_ASSIGNED TASK_
Tell me how many lines in the entries below contain the word "Chemin"; reply with the number and nothing else.

Items from a data source:
::::

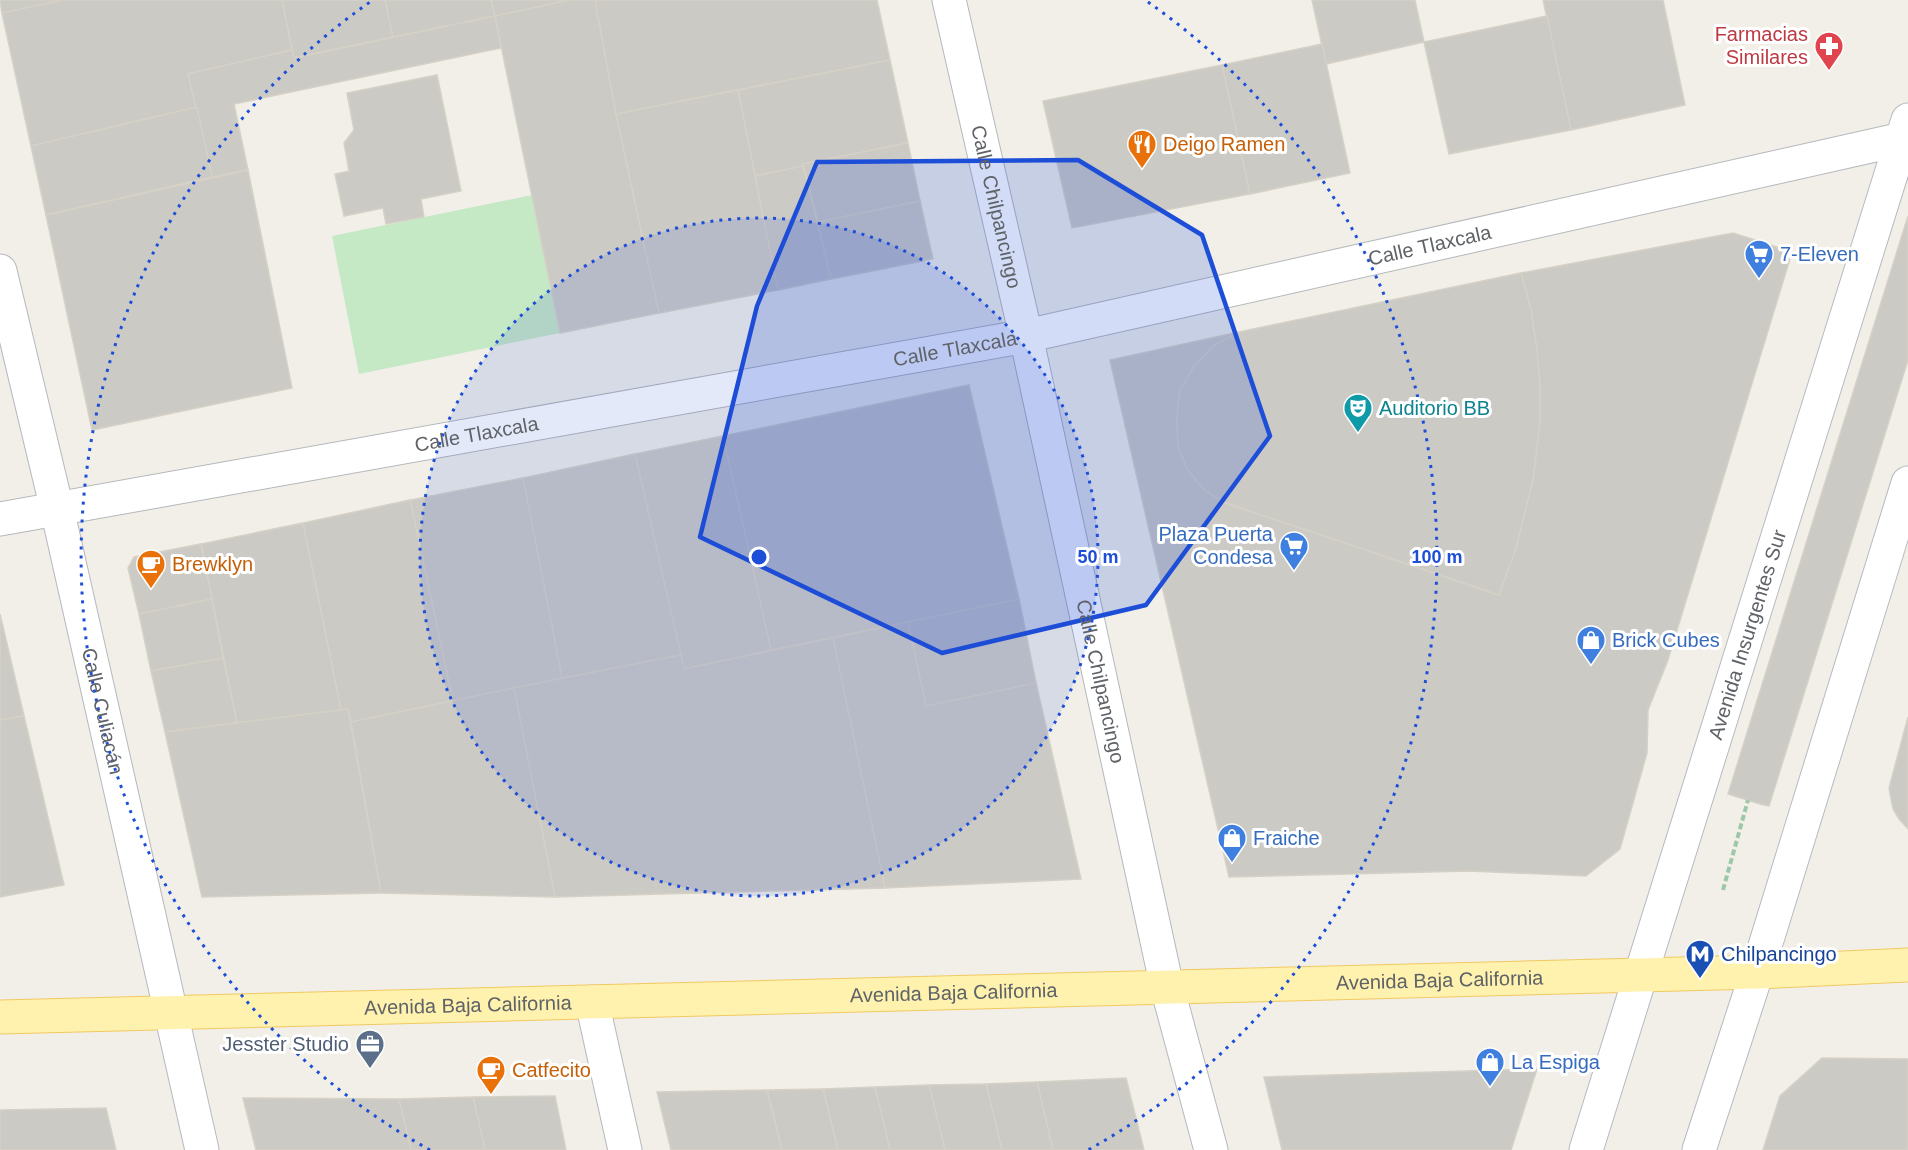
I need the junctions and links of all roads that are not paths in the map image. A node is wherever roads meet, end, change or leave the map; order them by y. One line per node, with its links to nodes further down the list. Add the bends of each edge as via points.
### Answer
1 (949, 0): 4 (street, Calle Chilpancingo)
2 (1905, 130): 4 (street, Calle Tlaxcala); 10 (street, Avenida Insurgentes Sur)
3 (0, 271): 6 (street, Calle Culiacán)
4 (1026, 336): 6 (street, Calle Tlaxcala); 11 (street, Calle Chilpancingo)
5 (1908, 483): 9 (street)
6 (57, 509): 7 (street, Calle Tlaxcala); 13 (street, Calle Culiacán)
7 (0, 519)
8 (1908, 965): 9 (main road, Avenida Baja California)
9 (1757, 972): 10 (main road, Avenida Baja California); 19 (street)
10 (1640, 975): 11 (main road, Avenida Baja California); 18 (street, Avenida Insurgentes Sur)
11 (1167, 987): 12 (main road, Avenida Baja California); 17 (street, Calle Chilpancingo)
12 (592, 1002): 13 (main road, Avenida Baja California); 16 (street)
13 (172, 1012): 14 (main road, Avenida Baja California); 15 (street, Calle Culiacán)
14 (0, 1017)
15 (202, 1150)
16 (625, 1150)
17 (1211, 1150)
18 (1586, 1150)
19 (1699, 1150)

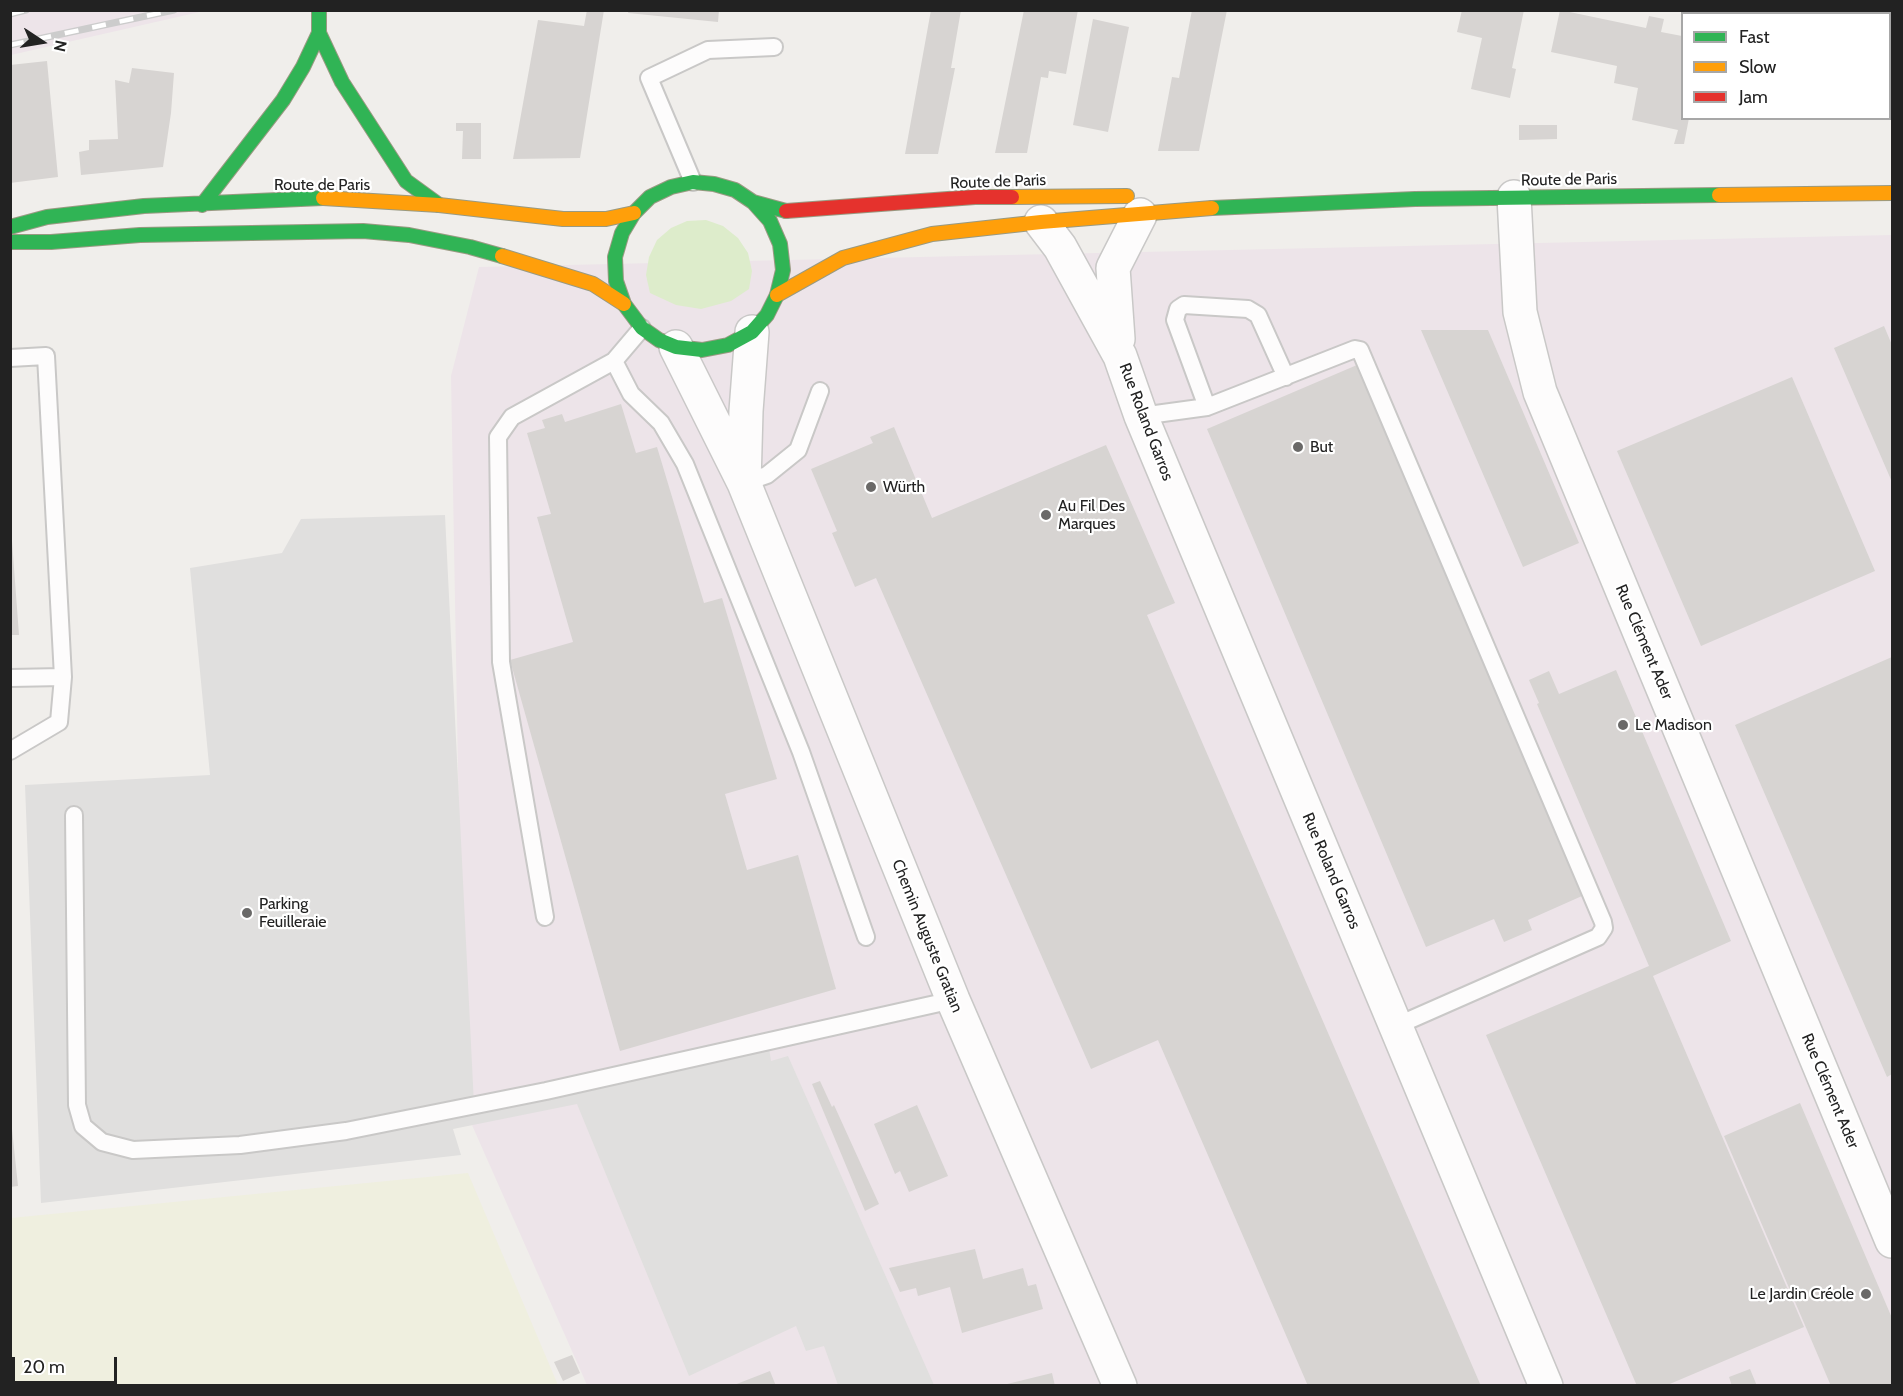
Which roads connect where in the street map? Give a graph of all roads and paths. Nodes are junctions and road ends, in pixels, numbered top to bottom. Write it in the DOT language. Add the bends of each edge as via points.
graph roads {
  1 [pos="319,10"];
  2 [pos="319,33"];
  3 [pos="774,48"];
  4 [pos="693,182"];
  5 [pos="1893,193"];
  6 [pos="1514,197"];
  7 [pos="753,202"];
  8 [pos="1148,203"];
  9 [pos="202,205"];
  10 [pos="439,205"];
  11 [pos="1246,205"];
  12 [pos="634,213"];
  13 [pos="1041,222"];
  14 [pos="10,227"];
  15 [pos="10,242"];
  16 [pos="777,295"];
  17 [pos="624,304"];
  18 [pos="642,328"];
  19 [pos="752,332"];
  20 [pos="676,347"];
  21 [pos="1120,356"];
  22 [pos="10,358"];
  23 [pos="614,361"];
  24 [pos="1286,377"];
  25 [pos="820,391"];
  26 [pos="1207,407"];
  27 [pos="1141,416"];
  28 [pos="744,483"];
  29 [pos="63,677"];
  30 [pos="10,678"];
  31 [pos="10,751"];
  32 [pos="74,815"];
  33 [pos="545,917"];
  34 [pos="866,937"];
  35 [pos="953,1000"];
  36 [pos="1396,1026"];
  37 [pos="1893,1241"];
  38 [pos="1120,1386"];
  39 [pos="1546,1386"];
  1 -- 2 [label="main road"];
  2 -- 9 [label="main road" via="283,100"];
  2 -- 10 [label="main road" via="342,82 406,181"];
  3 -- 4 [label="lane" via="708,50 649,78"];
  4 -- 7 [label="main road, Route de Paris" via="735,190"];
  4 -- 12 [label="main road, Route de Paris" via="650,197"];
  5 -- 6 [label="main road, Route de Paris"];
  6 -- 11 [label="main road, Route de Paris"];
  6 -- 37 [label="street, Rue Clément Ader" via="1520,312 1540,392"];
  7 -- 8 [label="main road, Route de Paris" via="785,211 975,197"];
  7 -- 16 [label="main road, Route de Paris" via="770,221 780,244 783,270"];
  8 -- 11 [label="main road, Route de Paris"];
  8 -- 11 [label="main road, Route de Paris"];
  8 -- 13 [label="main road, Route de Paris"];
  8 -- 21 [label="street, Rue Roland Garros" via="1113,268"];
  9 -- 10 [label="main road, Route de Paris" via="317,198"];
  9 -- 14 [label="main road, Route de Paris" via="144,206 46,217"];
  10 -- 12 [label="main road, Route de Paris" via="563,219 606,219"];
  12 -- 17 [label="main road, Route de Paris" via="622,233 615,257 616,281"];
  13 -- 16 [label="main road, Route de Paris" via="932,234 843,258"];
  13 -- 21 [label="street, Rue Roland Garros"];
  15 -- 17 [label="main road, Route de Paris" via="152,234 363,231 409,235 552,270 593,284"];
  16 -- 19 [label="main road, Route de Paris"];
  17 -- 18 [label="main road, Route de Paris"];
  18 -- 20 [label="main road, Route de Paris"];
  18 -- 23 [label="lane"];
  19 -- 20 [label="main road, Route de Paris" via="728,345 702,350"];
  19 -- 28 [label="street, Chemin Auguste Gratian"];
  20 -- 28 [label="street, Chemin Auguste Gratian"];
  21 -- 27 [label="street, Rue Roland Garros"];
  22 -- 29 [label="lane" via="46,356"];
  23 -- 33 [label="lane" via="512,417 498,437 501,662"];
  23 -- 34 [label="lane" via="631,394 661,423 685,464 801,752"];
  24 -- 26 [label="lane"];
  24 -- 26 [label="lane" via="1258,315 1248,309 1184,305 1178,309 1175,320"];
  24 -- 36 [label="lane" via="1360,350 1603,922 1598,937"];
  25 -- 28 [label="lane" via="798,450 767,475"];
  26 -- 27 [label="lane"];
  27 -- 36 [label="street, Rue Roland Garros"];
  28 -- 35 [label="street, Chemin Auguste Gratian"];
  29 -- 30 [label="lane"];
  29 -- 31 [label="lane" via="59,722"];
  32 -- 35 [label="lane" via="78,1105 83,1126 102,1142 133,1150 240,1144 346,1131 546,1091"];
  35 -- 38 [label="street, Chemin Auguste Gratian"];
  36 -- 39 [label="street, Rue Roland Garros"];
}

::::

_RESPONSE TO THE TASK_
4